S.L : Tout à fait, c'est l'univers froid du disque. Une déshumanisation totale mais avec une vie éternelle. Dans la matrice.
 
Et pourquoi une ambiance aussi noire ? C'est un constat sur le monde, l'industrie du disque ?
S.L : Un peu tout ça, oui c'est l'ambiance du moment. On trouvait que cela collait vraiment avec les thèmes des chansons.
 
Et pour quelqu'un qui ne l'aurait pas encore écouté, vous le décririez comment ce nouvel album ?
Y.O : Froid.
M.G : Oui mais un peu chaud aussi.
S.L : Tiède !
M.G : Non pas tiède. Chaud-froid (rires) !
S.L : Je ne sais pas comment on pourrait décrire le disque.
 
Il y a aussi une tension sous-jacente qui dure tout l'album sans surjouer les décibels...
M.G : Je pense que c'est le travail de compression de la batterie pour ressembler à une boîte à rythme. Un truc un peu linéaire avec beaucoup d'impact.
S.L : Je pense qu'on s'est fait mal sur ce disque.

Mal ?
S.L : Humainement oui. Dans la création surtout. Ça se ressent à l'écoute.
Y.O : « Thirty six minutes » avait été également un album difficile à faire. Il y a eu beaucoup de clashes. On a toujours été comme ça. Travailler dans la tension, c'est notre truc. Après une fois que c'est fini on n'arrête pas de déconner... Ça se ressent naturellement dans la musique.

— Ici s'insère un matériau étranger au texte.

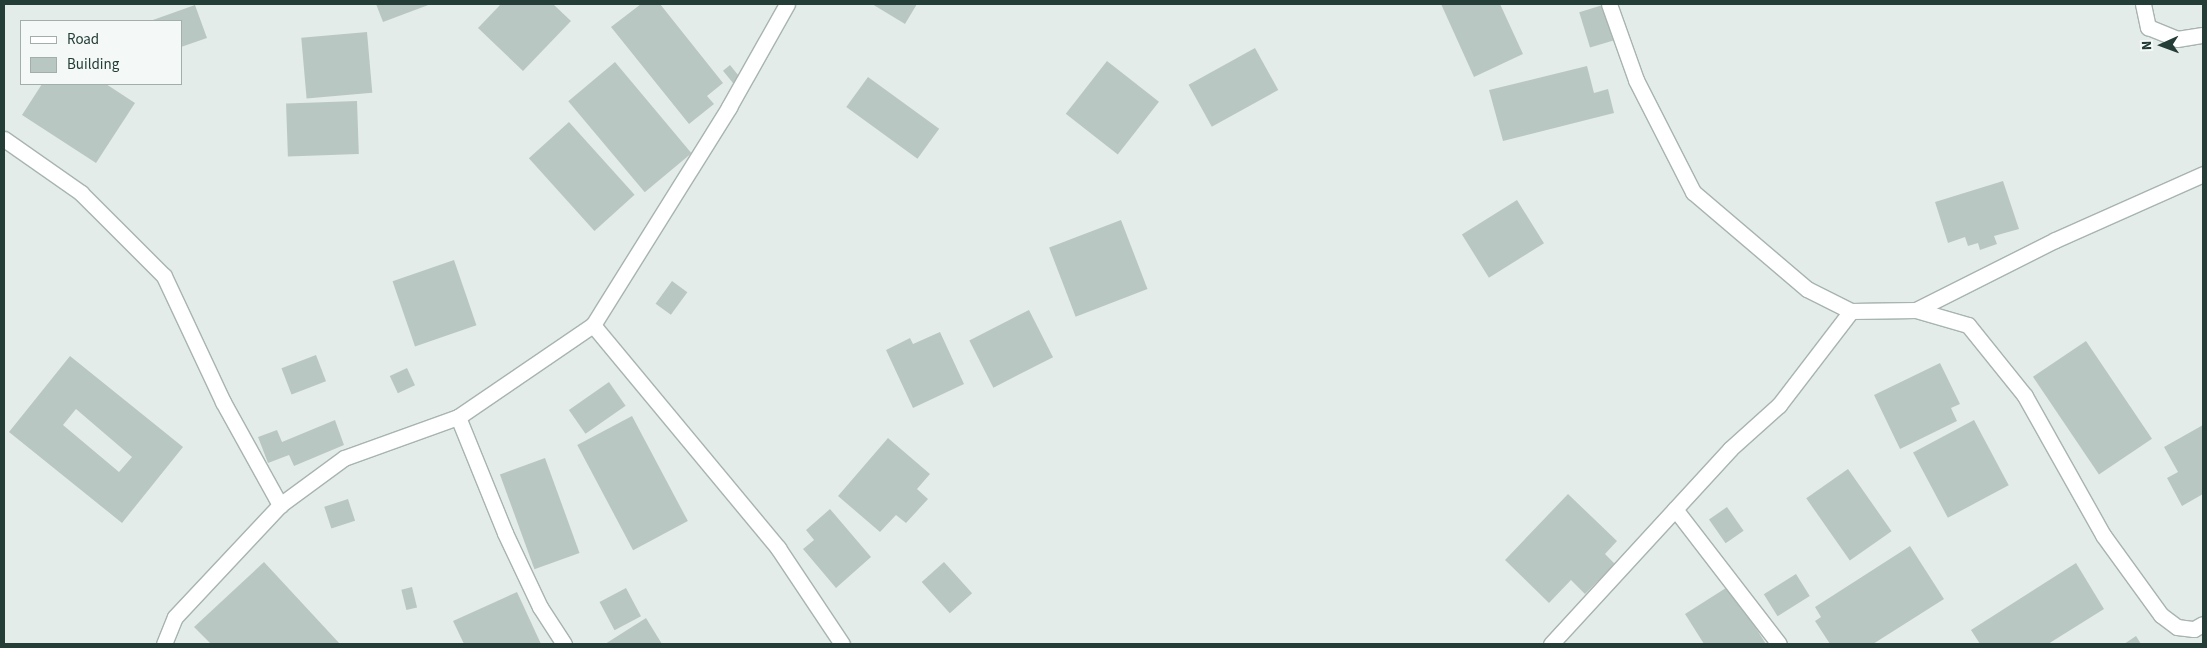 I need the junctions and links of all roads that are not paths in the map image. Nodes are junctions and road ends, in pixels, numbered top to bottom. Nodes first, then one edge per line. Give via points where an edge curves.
1 (787, 4) edge
2 (1609, 4) edge
3 (2143, 4) edge
4 (2203, 36) edge
5 (4, 139) edge
6 (2203, 174) edge
7 (1916, 310) junction
8 (1851, 311) junction
9 (593, 325) junction
10 (458, 417) junction
11 (280, 505) junction
12 (1675, 509) junction
13 (2203, 624) edge
14 (164, 644) edge
15 (564, 644) edge
16 (842, 644) edge
17 (1551, 644) edge
18 (1779, 644) edge

1 - 9 street via 729,107
2 - 8 street via 1636,80 1692,192 1806,289
3 - 4 street via 2148,27 2177,40
5 - 11 street via 81,193 164,276 223,402
6 - 7 street via 2055,240
7 - 8 street
7 - 13 street via 1968,325 2025,396 2104,535 2161,615 2177,627 2194,630
8 - 12 street via 1779,405 1730,449
9 - 10 street
9 - 16 street via 778,548
10 - 11 street via 344,458
10 - 15 street via 505,533 540,606
11 - 14 street via 175,617
12 - 17 street
12 - 18 street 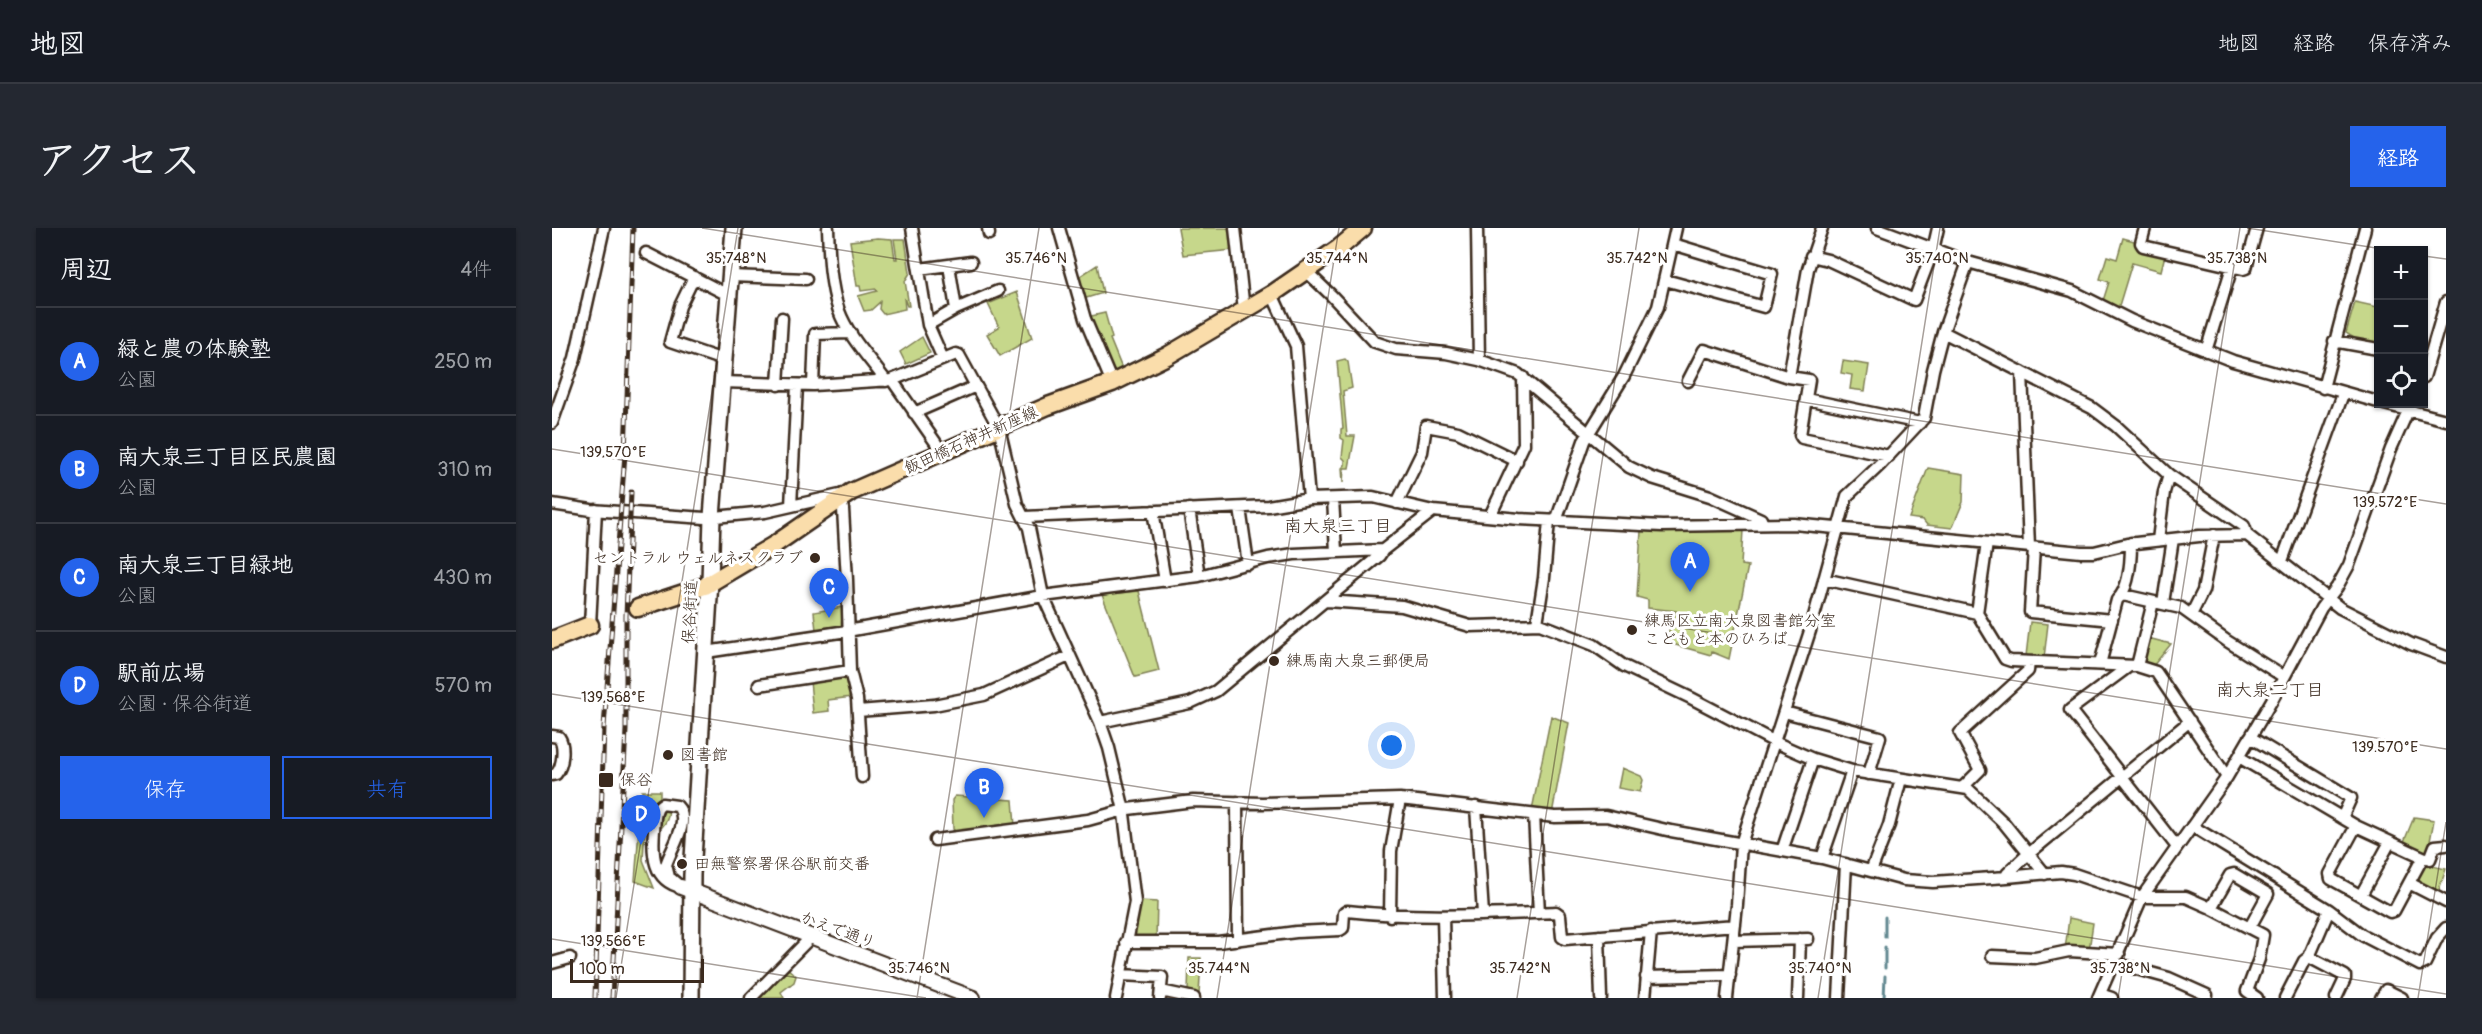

C'est terrible d'enregistrer avec vous...
The Craftmen Club (en chœur) : Ah oui (rire général) !
S.L : Je trouve que ça va. C'est juste dur d'aller au bout d'un projet. Quand tu écoutes de la musique, tu dois ressentir quelque-chose. Je ne pense pas que notre musique soit fade. Ça veut dire quelque-chose.
Y.O : La musique c'est une émotion. Si les gens la ressente c'est vachement bien, ça veut dire que l'on a réussi à la véhiculer.

Un petit mot sur « Vampires » ? C'est ma chanson préférée. J'aime bien le changement de volume quand les guitares se lâchent...
S.L : Ce morceau fait le lien avec « Thirty six minutes ». Quand « Thirty six minutes » est sorti, tout le monde, les journalistes n'ont pas arrêtés de me parler de Jon Spencer et de garage rock. Alors que je trouve qu'il n'y a pas une seule chanson sur le disque qui ressemble à du Jon Spencer. Par contre, « Vampires » pour le coup on a fait un morceau vraiment à la Spencer. C'est une transition. C'est le premier que l'on a fini. On la faisait déjà sur la tournée précédente. C'est une vieille composition.

Ce titre vous l'avez vu évoluer depuis ?
S.L : Oui bien sur. On l'a adapté aux autres titres...

Que devient le banjo ?
S.L. : Il est sur le premier titre.
M.G : Premier titre, premier couplet et c'est tout. Il est bien caché au fond du mix. Juste une corde.
S.L. : C'est un clin d’œil et un au revoir en même temps.
M.G : Et puis cela complétait bien la guitare sur ce passage là.

Propos recueillis le 20/01/2014.
Un grand merci au groupe et à Marion qui a organisé la rencontre.